» **Task**
Do any lines in the data below contain "graph"? If so, copy every one of them.

» **Provided material**
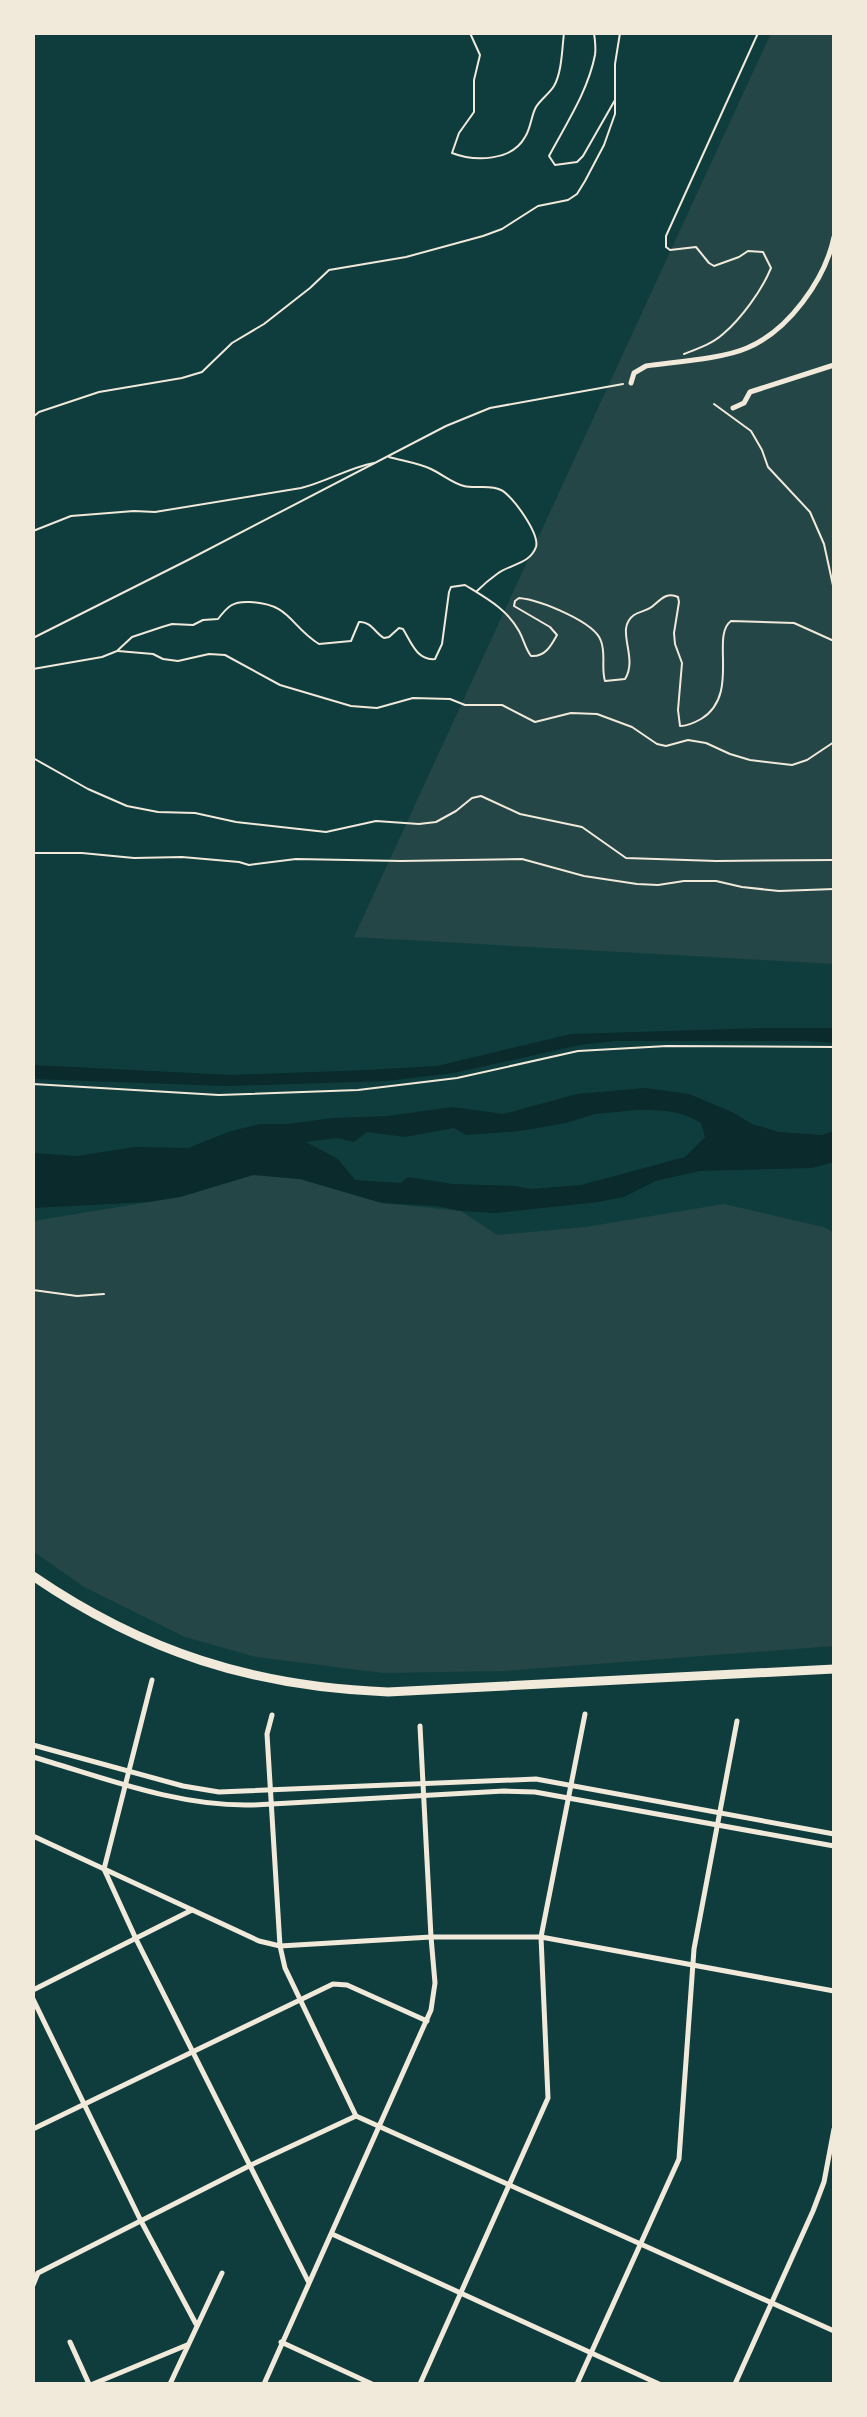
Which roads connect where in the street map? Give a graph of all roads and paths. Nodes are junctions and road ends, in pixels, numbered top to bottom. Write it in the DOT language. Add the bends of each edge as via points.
graph roads {
  1 [pos="470,33"];
  2 [pos="564,33"];
  3 [pos="594,33"];
  4 [pos="620,33"];
  5 [pos="758,33"];
  6 [pos="615,100"];
  7 [pos="834,237"];
  8 [pos="668,363"];
  9 [pos="834,365"];
  10 [pos="631,383"];
  11 [pos="714,404"];
  12 [pos="733,408"];
  13 [pos="33,417"];
  14 [pos="387,457"];
  15 [pos="378,461"];
  16 [pos="33,531"];
  17 [pos="834,590"];
  18 [pos="476,592"];
  19 [pos="33,638"];
  20 [pos="834,641"];
  21 [pos="117,651"];
  22 [pos="33,669"];
  23 [pos="834,742"];
  24 [pos="33,758"];
  25 [pos="33,853"];
  26 [pos="834,860"];
  27 [pos="834,888"];
  28 [pos="834,1047"];
  29 [pos="33,1084"];
  30 [pos="33,1290"];
  31 [pos="104,1294"];
  32 [pos="33,1576"];
  33 [pos="834,1669"];
  34 [pos="152,1680"];
  35 [pos="585,1714"];
  36 [pos="272,1715"];
  37 [pos="737,1721"];
  38 [pos="420,1726"];
  39 [pos="33,1745"];
  40 [pos="33,1758"];
  41 [pos="129,1772"];
  42 [pos="423,1783"];
  43 [pos="127,1784"];
  44 [pos="571,1785"];
  45 [pos="271,1792"];
  46 [pos="424,1796"];
  47 [pos="569,1796"];
  48 [pos="272,1804"];
  49 [pos="720,1812"];
  50 [pos="718,1824"];
  51 [pos="834,1834"];
  52 [pos="33,1836"];
  53 [pos="834,1846"];
  54 [pos="104,1869"];
  55 [pos="192,1910"];
  56 [pos="431,1937"];
  57 [pos="541,1937"];
  58 [pos="136,1939"];
  59 [pos="280,1947"];
  60 [pos="693,1965"];
  61 [pos="33,1990"];
  62 [pos="834,1991"];
  63 [pos="301,1998"];
  64 [pos="33,1999"];
  65 [pos="427,2021"];
  66 [pos="192,2053"];
  67 [pos="84,2106"];
  68 [pos="356,2116"];
  69 [pos="378,2127"];
  70 [pos="33,2129"];
  71 [pos="834,2129"];
  72 [pos="251,2165"];
  73 [pos="510,2187"];
  74 [pos="141,2221"];
  75 [pos="332,2234"];
  76 [pos="640,2244"];
  77 [pos="33,2264"];
  78 [pos="38,2273"];
  79 [pos="222,2273"];
  80 [pos="308,2281"];
  81 [pos="33,2285"];
  82 [pos="460,2292"];
  83 [pos="771,2304"];
  84 [pos="197,2324"];
  85 [pos="834,2330"];
  86 [pos="70,2342"];
  87 [pos="281,2342"];
  88 [pos="187,2345"];
  89 [pos="592,2354"];
  90 [pos="91,2384"];
  91 [pos="170,2384"];
  92 [pos="264,2384"];
  93 [pos="372,2384"];
  94 [pos="420,2384"];
  95 [pos="578,2384"];
  96 [pos="659,2384"];
  97 [pos="735,2384"];
  1 -- 2 [label="path" via="480,55 474,112 452,153 467,159 508,153 521,144 537,105 557,81"];
  3 -- 6 [label="path" via="595,55 575,109 549,156 555,166 577,162 583,156"];
  4 -- 6 [label="path"];
  5 -- 8 [label="path" via="671,224 666,247 696,247 714,266 748,251 763,253 771,268 764,286 723,335"];
  6 -- 13 [label="path" via="604,145 577,194 568,200 538,206 483,236 407,257 329,270 264,324 232,343 202,372 99,392"];
  7 -- 8 [label="street" via="830,257 807,297 781,326 747,348"];
  8 -- 10 [label="street" via="646,366 634,373"];
  9 -- 12 [label="street" via="750,392"];
  10 -- 14 [label="path" via="491,408"];
  11 -- 17 [label="path" via="751,431 768,467 810,512 824,544"];
  14 -- 15 [label="path"];
  14 -- 18 [label="path" via="428,468 461,485 503,490 533,527 536,548 529,556 496,574"];
  15 -- 16 [label="path" via="301,488 155,512 71,516"];
  15 -- 19 [label="path"];
  18 -- 20 [label="path" via="505,611 531,656 550,649 556,635 514,606 519,598 559,609 596,630 603,649 605,681 615,682 625,679 630,670 627,624 663,596 678,597 674,633 682,663 680,726 708,714 717,701 724,665 723,634 731,621 794,622"];
  18 -- 21 [label="path" via="465,585 451,587 442,644 430,660 414,648 403,629 384,638 359,622 351,641 319,644 282,609 236,601 218,619 162,626 132,637"];
  21 -- 22 [label="path"];
  21 -- 23 [label="path" via="178,661 225,655 280,685 351,706 377,708 424,697 465,705 502,705 535,722 571,713 597,714 632,727 657,744 706,743 750,760 792,765"];
  24 -- 26 [label="path" via="127,806 236,822 326,832 376,821 419,824 436,822 481,796 520,814 582,827 626,858"];
  25 -- 27 [label="path" via="182,857 249,865 296,859 522,859 637,884 716,881 779,891"];
  28 -- 29 [label="path" via="667,1046 578,1051 457,1079 358,1090 219,1094"];
  30 -- 31 [label="path" via="77,1296"];
  32 -- 33 [label="highway" via="110,1622 175,1652 254,1676 326,1688 388,1692"];
  34 -- 41 [label="street"];
  35 -- 44 [label="street"];
  36 -- 45 [label="street" via="267,1734"];
  37 -- 49 [label="street"];
  38 -- 42 [label="street"];
  39 -- 41 [label="street"];
  40 -- 43 [label="street"];
  41 -- 43 [label="street"];
  41 -- 45 [label="street" via="201,1790"];
  42 -- 44 [label="street" via="519,1779"];
  42 -- 45 [label="street"];
  42 -- 46 [label="street"];
  43 -- 48 [label="street" via="199,1803"];
  43 -- 54 [label="street"];
  44 -- 47 [label="street"];
  44 -- 49 [label="street"];
  45 -- 48 [label="street"];
  46 -- 47 [label="street" via="520,1791"];
  46 -- 48 [label="street"];
  46 -- 56 [label="street"];
  47 -- 50 [label="street"];
  47 -- 57 [label="street"];
  48 -- 59 [label="street"];
  49 -- 50 [label="street"];
  49 -- 51 [label="street"];
  50 -- 53 [label="street"];
  50 -- 60 [label="street"];
  52 -- 54 [label="street"];
  54 -- 55 [label="street"];
  54 -- 58 [label="street"];
  55 -- 58 [label="street"];
  55 -- 59 [label="street"];
  56 -- 57 [label="street"];
  56 -- 59 [label="street"];
  56 -- 65 [label="street" via="435,1983"];
  57 -- 60 [label="street"];
  57 -- 73 [label="street" via="548,2098"];
  58 -- 61 [label="street"];
  58 -- 66 [label="street"];
  59 -- 63 [label="street"];
  60 -- 62 [label="street"];
  60 -- 76 [label="street" via="679,2159"];
  63 -- 65 [label="street" via="333,1984 347,1985"];
  63 -- 66 [label="street"];
  63 -- 68 [label="street"];
  64 -- 67 [label="street"];
  65 -- 69 [label="street"];
  66 -- 67 [label="street"];
  66 -- 72 [label="street"];
  67 -- 70 [label="street"];
  67 -- 74 [label="street"];
  68 -- 69 [label="street"];
  68 -- 72 [label="street"];
  69 -- 73 [label="street"];
  69 -- 75 [label="street"];
  71 -- 83 [label="street" via="824,2182"];
  72 -- 74 [label="street"];
  72 -- 80 [label="street"];
  73 -- 76 [label="street"];
  73 -- 82 [label="street"];
  74 -- 78 [label="street"];
  74 -- 84 [label="street"];
  75 -- 80 [label="street"];
  75 -- 82 [label="street"];
  76 -- 83 [label="street"];
  76 -- 89 [label="street"];
  77 -- 78 [label="street"];
  78 -- 81 [label="street"];
  79 -- 84 [label="street"];
  80 -- 87 [label="street"];
  82 -- 89 [label="street"];
  82 -- 94 [label="street"];
  83 -- 85 [label="street"];
  83 -- 97 [label="street"];
  84 -- 88 [label="street"];
  86 -- 90 [label="street"];
  87 -- 92 [label="street"];
  87 -- 93 [label="street"];
  88 -- 90 [label="street"];
  88 -- 91 [label="street"];
  89 -- 95 [label="street"];
  89 -- 96 [label="street"];
}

» **Answer box**
Which roads connect where in the street map? Give a graph of all roads and paths. Nodes are junctions and road ends, in pixels, numbered top to bottom. Write it in the DOT language. Add the bends of each edge as via points.
graph roads {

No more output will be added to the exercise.